There were nonetheless some notable limitations. Even though we used widely recognized and validated assessment instruments, dietary intake and physical activity data were self-reported; hence, subject to measurement errors such as an overestimation of physical activity as reported in other studies [81]. Multiple studies have reported a low to moderate correlation between objectively measured physical activity and self-reported measures in adolescents [82, 83]. The discrepancies between these measures may affect the associations observed in our study, but without objective measurements, the precise effects could not be determined. Lastly, the PCA approach is entirely unsupervised, and even though this may be a positive feature of the method depending on the research objective; it may also be a limitation as the relevant structures of the data do not consider variation with respect to the outcome or response variable [84]. Therefore, using factor weights to select top loading metabolites where PCA scores are associated with phenotype of interest or group information such as physical activity is data-driven, and its utility is descriptive and exploratory rather than inferential.
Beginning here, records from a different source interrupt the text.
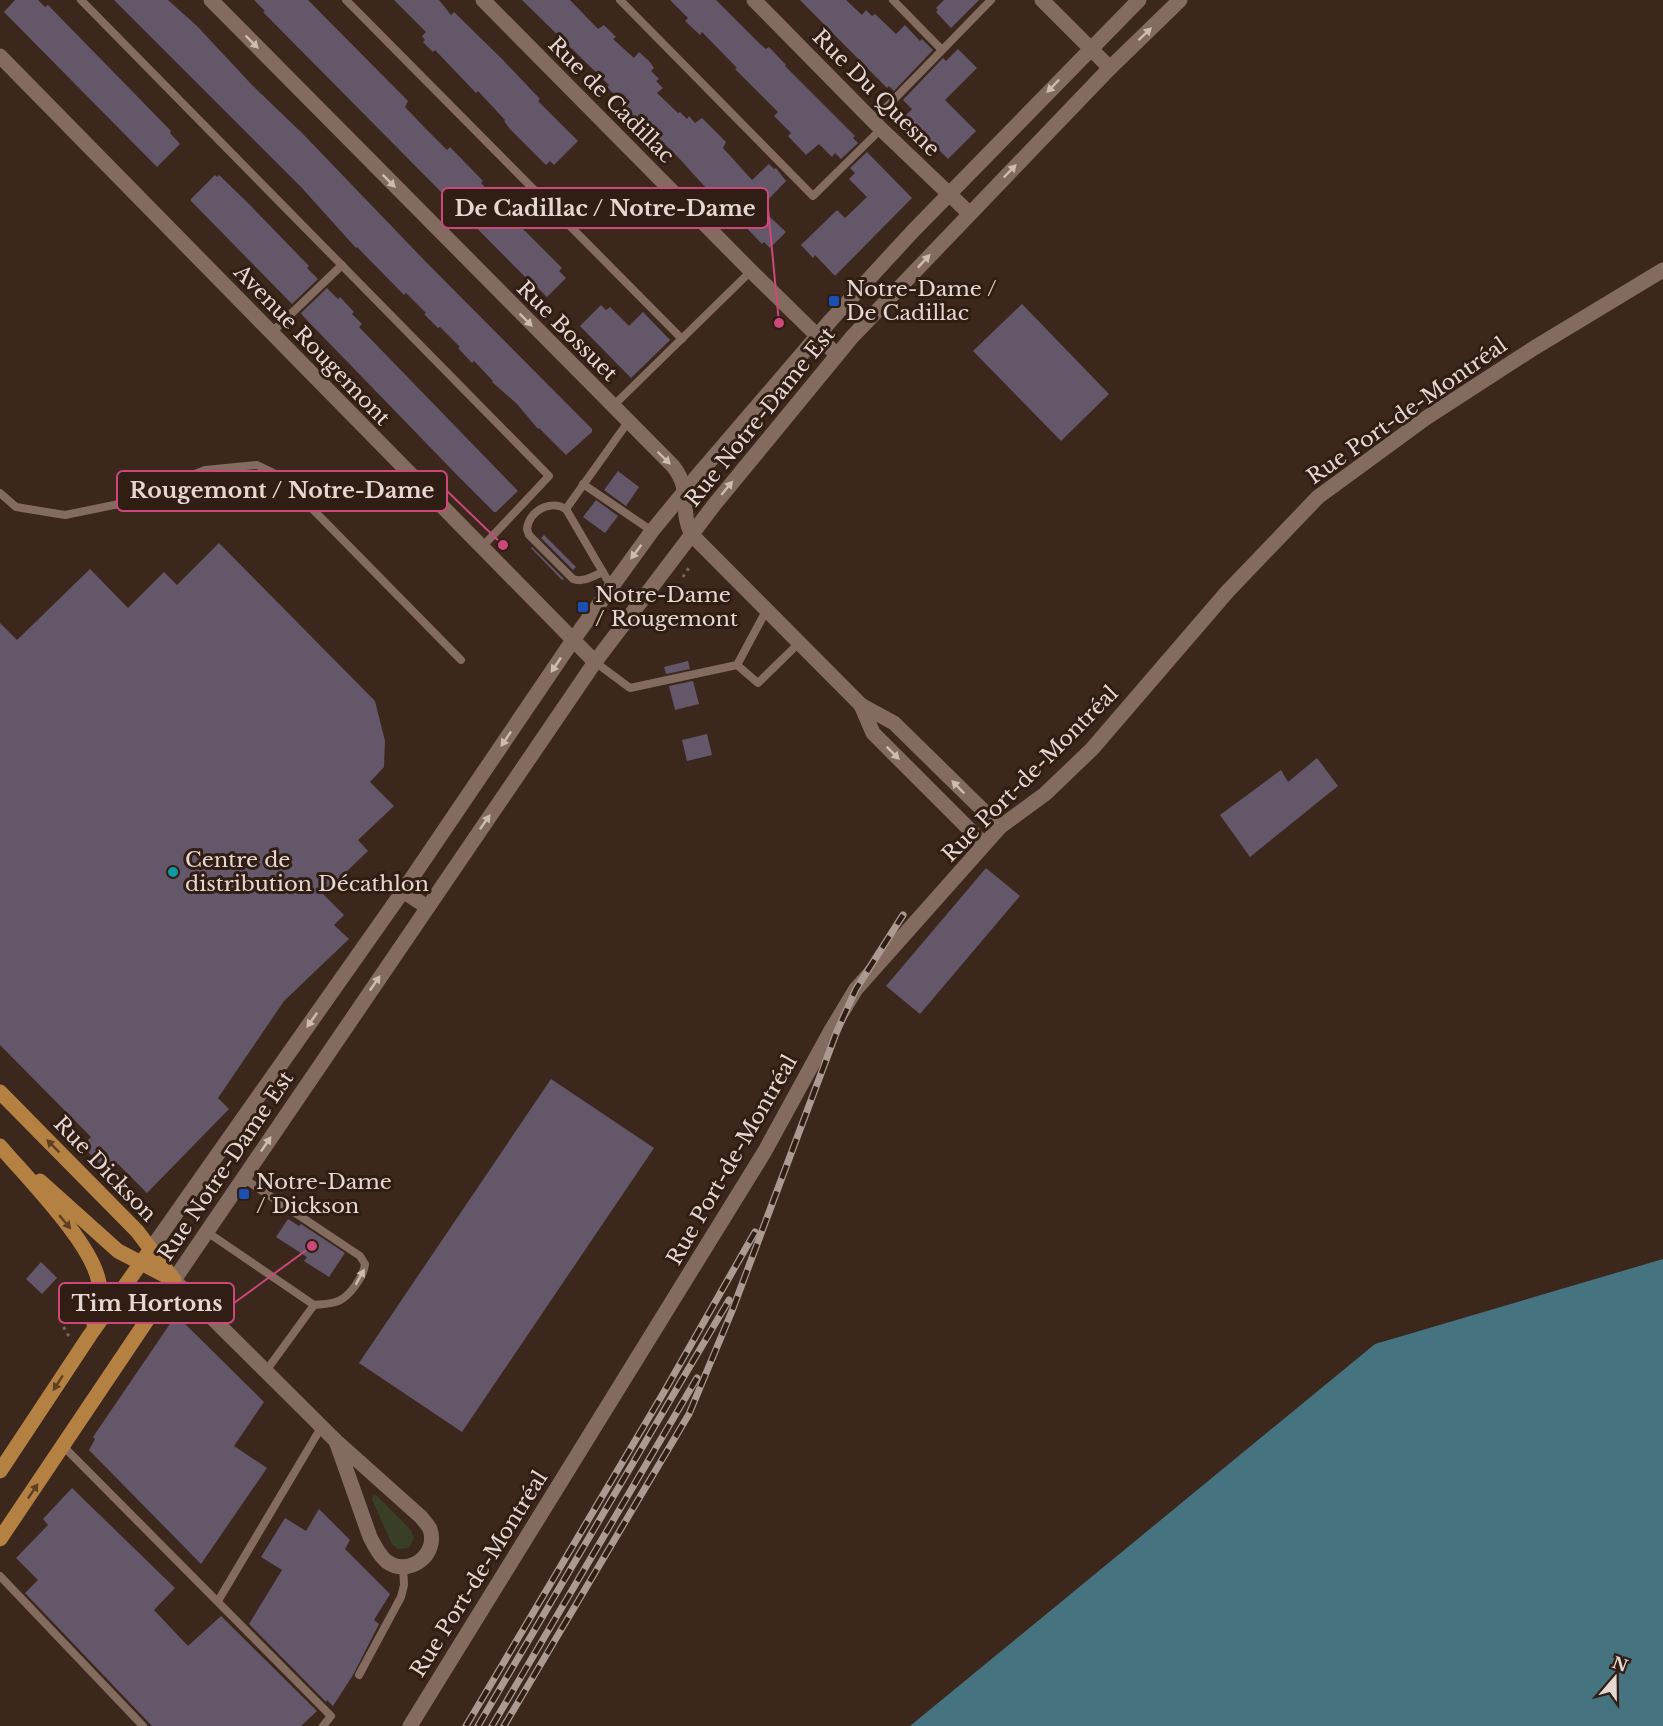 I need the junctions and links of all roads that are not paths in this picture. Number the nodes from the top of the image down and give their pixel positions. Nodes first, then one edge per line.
1 (81, 0) edge
2 (211, 0) edge
3 (346, 0) edge
4 (483, 0) edge
5 (620, 0) edge
6 (754, 0) edge
7 (893, 0) edge
8 (992, 0) edge
9 (1042, 0) edge
10 (1138, 0) edge
11 (1180, 0) edge
12 (1090, 48) junction
13 (942, 50) junction
14 (0, 56) edge
15 (1110, 68) junction
16 (877, 125) junction
17 (948, 194) junction
18 (969, 213) junction
19 (342, 265) junction
20 (1663, 270) edge
21 (750, 271) junction
22 (271, 333) junction
23 (817, 336) junction
24 (682, 339) junction
25 (837, 355) junction
26 (612, 407) junction
27 (628, 422) junction
28 (584, 484) junction
29 (685, 489) junction
30 (0, 493) edge
31 (566, 509) junction
32 (652, 531) junction
33 (692, 535) junction
34 (482, 548) junction
35 (603, 572) junction
36 (611, 586) junction
37 (766, 611) junction
38 (573, 640) junction
39 (799, 643) junction
40 (461, 660) dead end
41 (595, 662) junction
42 (737, 665) junction
43 (861, 705) junction
44 (1000, 827) junction
45 (984, 844) junction
46 (403, 891) junction
47 (427, 907) junction
48 (0, 1092) edge
49 (0, 1145) edge
50 (243, 1178) junction
51 (207, 1232) junction
52 (151, 1249) junction
53 (141, 1263) junction
54 (174, 1280) junction
55 (314, 1305) junction
56 (90, 1335) junction
57 (266, 1371) junction
58 (322, 1426) junction
59 (336, 1441) junction
60 (63, 1446) junction
61 (0, 1471) edge
62 (0, 1539) edge
63 (403, 1567) junction
64 (0, 1576) edge
65 (218, 1601) junction
66 (359, 1675) dead end
67 (143, 1726) edge
68 (323, 1726) edge
69 (410, 1726) edge

1 - 19 lane
2 -> 26 street, Rue Bossuet
3 - 24 lane
4 - 21 street, Rue de Cadillac
5 - 16 lane
6 - 16 street, Rue Du Quesne
7 - 13 lane
8 - 13 lane
9 - 12 street
10 - 12 street, Rue Notre-Dame Est
15 -> 11 street, Rue Notre-Dame Est
12 - 15 street
12 -> 17 street, Rue Notre-Dame Est
13 - 16 lane
14 - 22 street, Avenue Rougemont
18 -> 15 street, Rue Notre-Dame Est
16 - 17 street, Rue Du Quesne
17 - 18 street, Rue Du Quesne
17 - 23 street, Rue Notre-Dame Est
25 -> 18 street, Rue Notre-Dame Est
19 - 22 lane
19 - 34 lane
20 - 44 street, Rue Port-de-Montréal
21 - 23 street, Rue de Cadillac
21 - 24 lane
22 - 34 street, Avenue Rougemont
23 - 25 street, Rue de Cadillac
23 - 29 street, Rue Notre-Dame Est
24 - 26 lane
33 -> 25 street, Rue Notre-Dame Est
26 - 27 street, Rue Bossuet
27 - 28 lane
27 -> 29 street, Rue Bossuet
28 - 31 lane
28 - 32 lane
29 - 32 street, Rue Notre-Dame Est
29 - 33 street, Rue Bossuet
30 - 40 lane
31 - 35 lane
31 - 35 lane
32 -> 36 street, Rue Notre-Dame Est
33 - 37 street
33 - 41 street, Rue Notre-Dame Est
34 - 38 street, Avenue Rougemont
35 - 36 lane
36 - 38 street, Rue Notre-Dame Est
37 - 39 street
37 - 42 lane
38 - 41 street, Avenue Rougemont
38 -> 46 street, Rue Notre-Dame Est
39 - 42 lane
39 - 43 street
41 - 42 lane
47 -> 41 street, Rue Notre-Dame Est
44 -> 43 street
43 -> 45 street
44 - 45 street, Rue Port-de-Montréal
45 - 69 street, Rue Port-de-Montréal
46 - 47 street
46 -> 52 street, Rue Notre-Dame Est
50 -> 47 street, Rue Notre-Dame Est
52 -> 48 main road, Rue Dickson
49 - 53 main road, Rue Dickson
49 -> 56 main road
50 - 51 street, Rue Notre-Dame Est
55 -> 50 lane
51 - 54 street, Rue Notre-Dame Est
51 - 55 lane
52 - 53 main road, Rue Notre-Dame Est
52 - 54 main road, Rue Dickson
53 - 54 main road, Rue Dickson
53 - 56 main road, Rue Notre-Dame Est
54 - 57 street, Rue Dickson
54 - 60 main road, Rue Notre-Dame Est
55 - 57 lane
56 -> 61 main road, Rue Notre-Dame Est
57 - 58 street, Rue Dickson
58 - 59 street, Rue Dickson
58 - 65 lane
59 - 63 street, Rue Dickson
59 - 63 street, Rue Dickson
62 -> 60 main road, Rue Notre-Dame Est
60 - 65 lane
63 - 66 lane
64 - 67 lane
65 - 68 lane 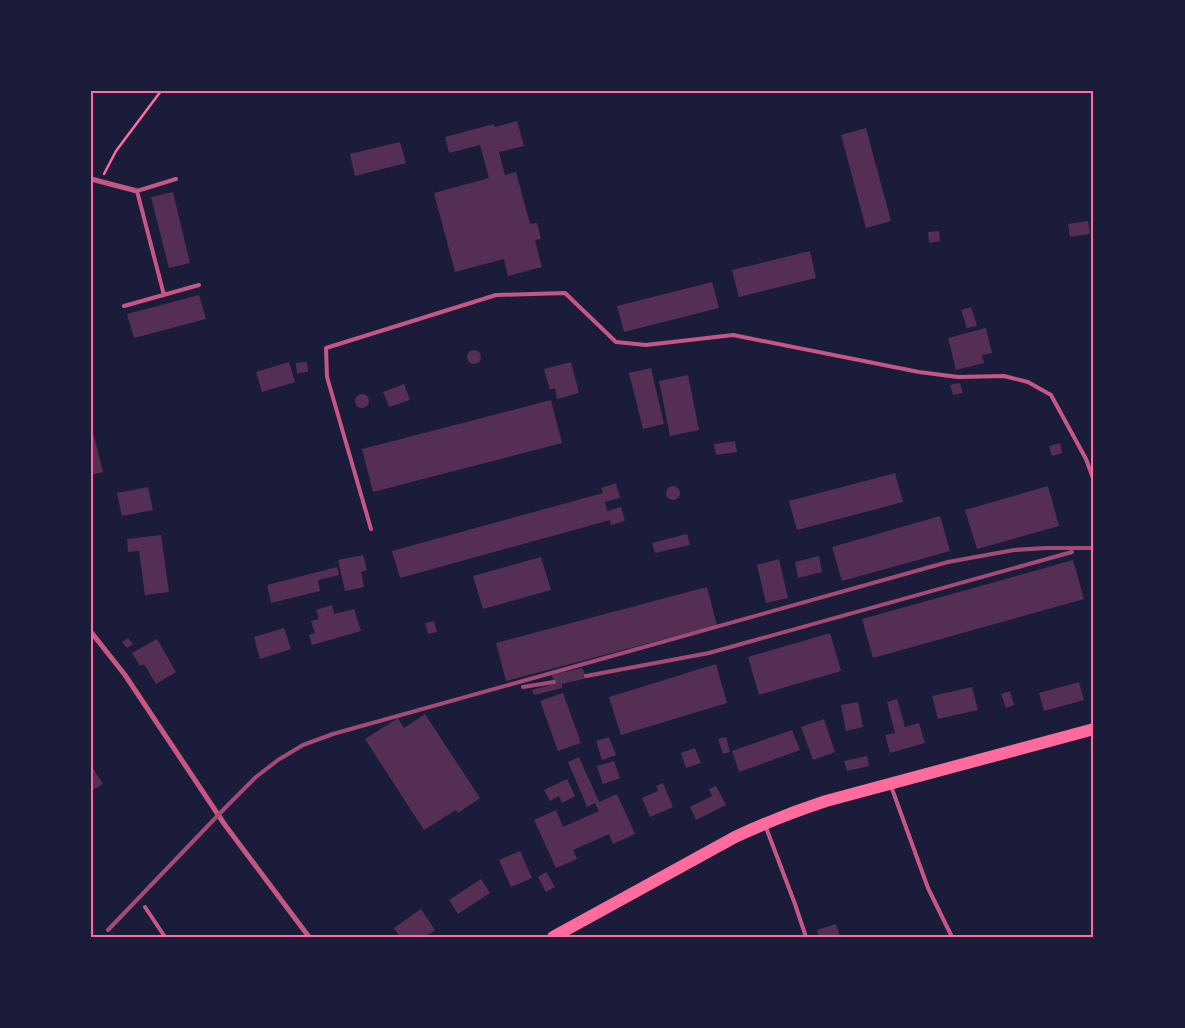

Furthermore, 21 of the 82 top loading metabolites in PC15 are of unnamed biochemical compounds; hence, no meaningful biological information could be discerned.

Conclusion

In summary, the current study suggests that habitual physical activity is associated with perturbations in the plasma metabolome. We observed that physical activity potentially influences the joint lipid, amino acid, and xenobiotics metabolism. Such metabolic alterations may reflect some of the important biological pathways that mediate the health effects of physical activity. However, these findings are exploratory and warrant further investigation in confirmatory studies.